(All amounts in this press release are in U.S. dollars unless otherwise indicated. This press release contains both IFRS and non-GAAP measures. See Caution regarding non-GAAP measures at the end of this press release.)
- Decision to pause the program due to weak market demand
- Pause will result in a pre-tax special charge of approximately $1.4 billion in the fourth quarter of 2014 and a workforce reduction of approximately 1,000 employees in 2015
- Revision of previously announced financial guidance for 2014
- Aircraft delivery guidance exceeded
Bombardier Inc. announced today the pause of its Learjet 85 business aircraft program. The pause is due to weak demand for the Learjet 85 aircraft and follows a downward revision of Bombardier’s business aircraft market forecast. This reflects the continued weakness of the Light aircraft category since the economic downturn. As a result, the Company will record a pre-tax special charge in the fourth quarter of 2014 of approximately $1.4 billion mainly related to the impairment of theLearjet 85 development costs. Additionally, Bombardier will reduce its workforce by approximately 1,000 employees at its sites in Querétaro, Mexico, and Wichita, United States. A severance provision of approximately $25 million will be recorded as a special item during the first quarter of 2015.

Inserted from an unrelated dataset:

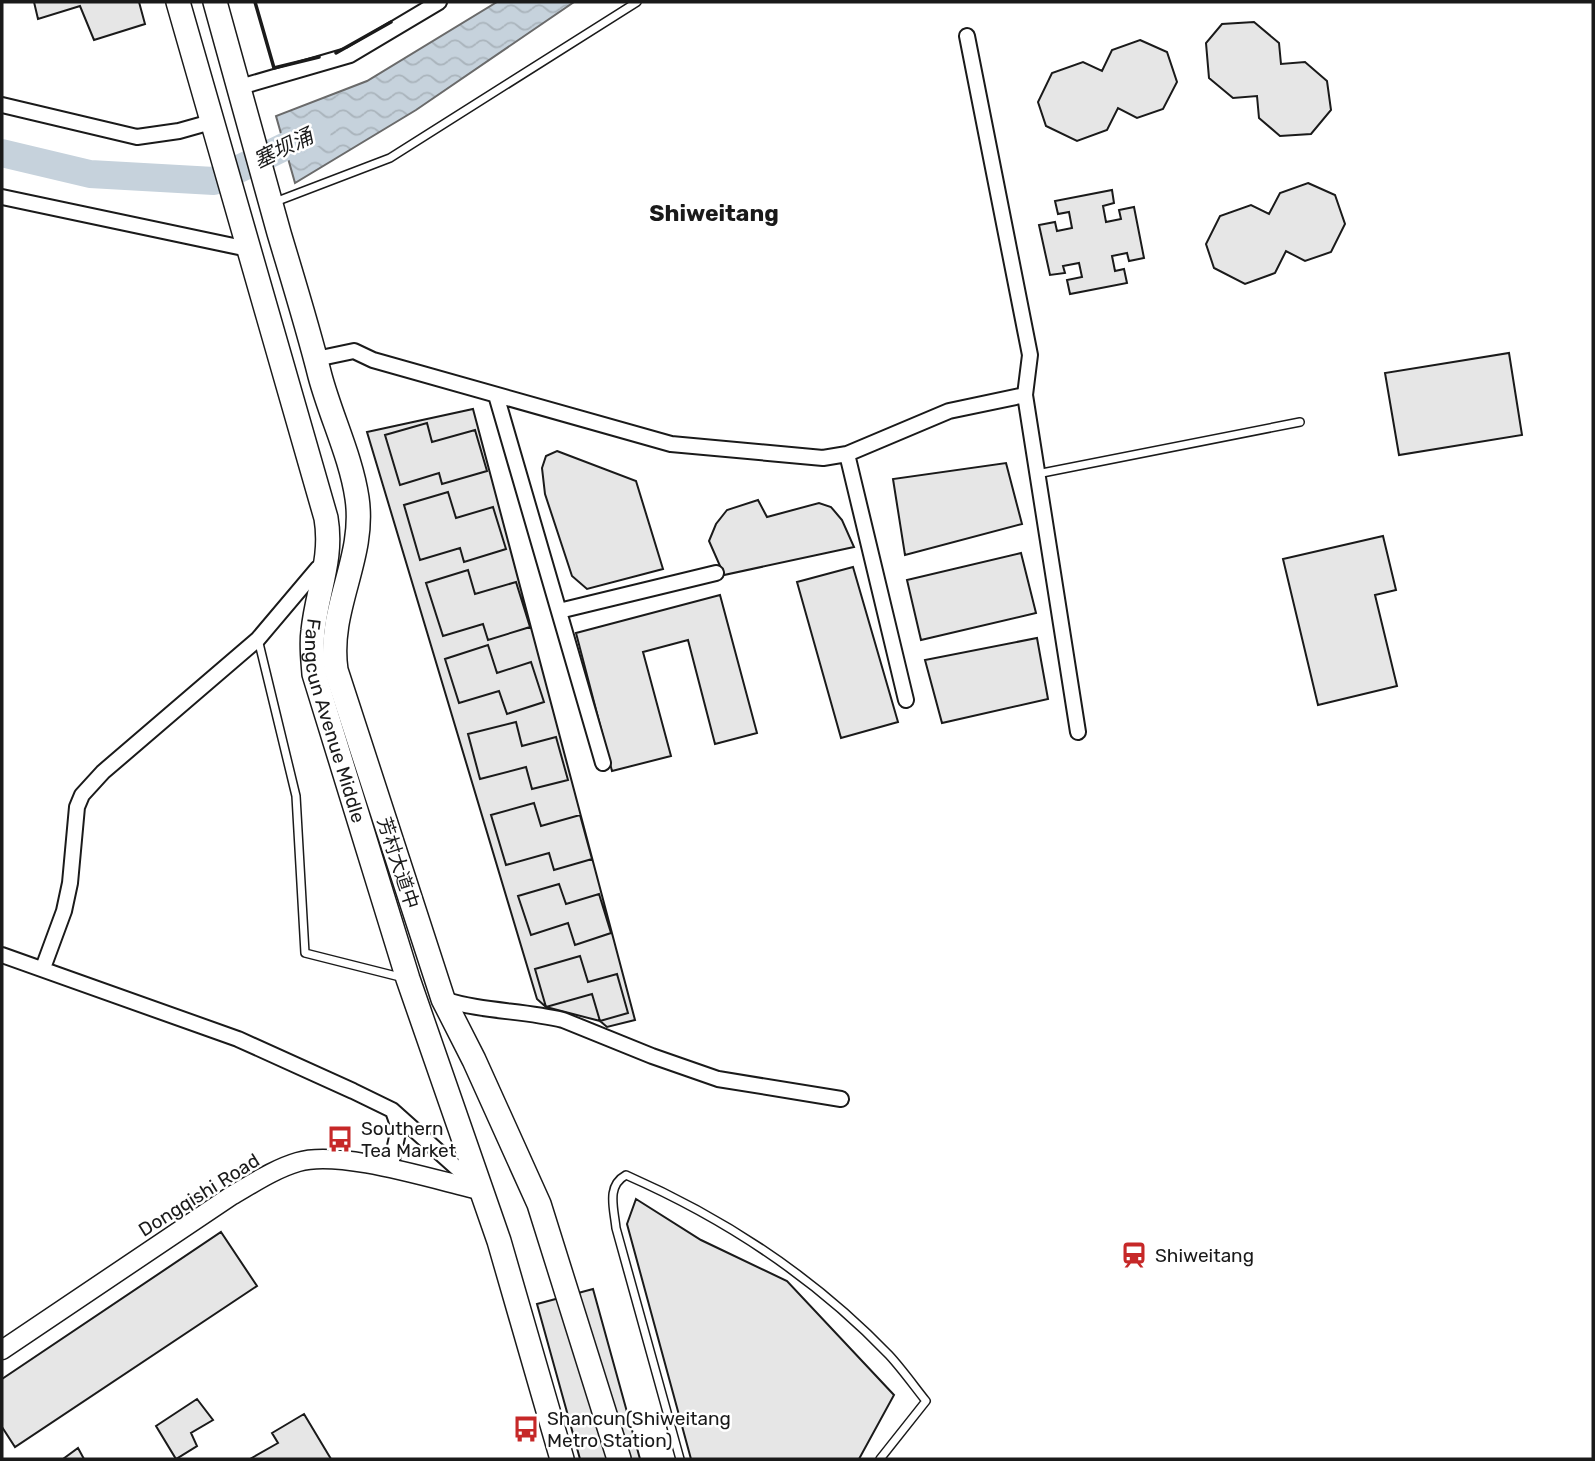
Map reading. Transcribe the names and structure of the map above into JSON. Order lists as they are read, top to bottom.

“Bombardier constantly monitors its product strategy and development priorities,” said Pierre Beaudoin, President and Chief Executive Officer, Bombardier Inc. “Given the weakness of the market, we made the difficult decision to pause the Learjet 85 program at this time. We will focus our resources on our two other clean-sheet aircraft programs under development, CSeries and Global 7000/8000, for which we see tremendous market potential. Both programs are progressing well.”
Bombardier’s Wichita and Querétaro sites remain critical facilities in key markets. Wichita is a multifaceted facility and is the location of final assembly activities for the Learjet 70 and Learjet 75 aircraft, the Bombardier Flight Test Center as well as a Service Center. In addition to contributing to many of Bombardier’s aircraft programs, the Querétaro site recently completed its Global 7000/8000 aft fuselage manufacturing building.
Furthermore, following a review of preliminary results compiled by Bombardier for the fiscal year ended December 31, 2014, it has become clear that certain financial guidance previously provided will not be met. Based on these preliminary results, Bombardier is updating its guidance for 2014.
Earnings before financing expenses, financing income and income taxes (EBIT) before special items(1) at Aerospace (BA) is expected to be approximately 4% compared with a previous guidance of 5%. The variation is mainly due to increased provisions for credit and residual value guarantees, pricing pressure on new aircraft sold, as well as a decrease in fair value of used aircraft. EBIT before special items(1) at Transportation (BT) is expected to be approximately 5% compared to a previous guidance of 6%. This variation is mainly due to revised escalation assumptions for some contracts which impacted estimated future revenues.
Cash flow from operating activities at Aerospace is expected to be approximately $800 million while net additions to property, plant and equipment (PP&E) and intangible assets are expected to be approximately $1.8 billion, compared with a previous guidance for cash flow from operating activities between $1.2 billion and $1.6 billion and net additions to PP&E and intangible assets between $1.6 billion and $1.9 billion. The variation in Aerospace’s cash flow from operating activities is mainly due to a lower level of customer advances, a lower EBIT and an increase in used aircraft inventory. Free cash flow(1) for Transportation is expected to be slightly positive compared with a previous guidance of free cash flow generally in line with EBIT. This variation is mainly due to a different cash flow profile in some contracts and a lower level of advances on options in relation to framework contract agreements. As of December 31, 2014, available short-term capital resources were approximately $3.8 billion, including cash and cash equivalents of approximately $2.4 billion.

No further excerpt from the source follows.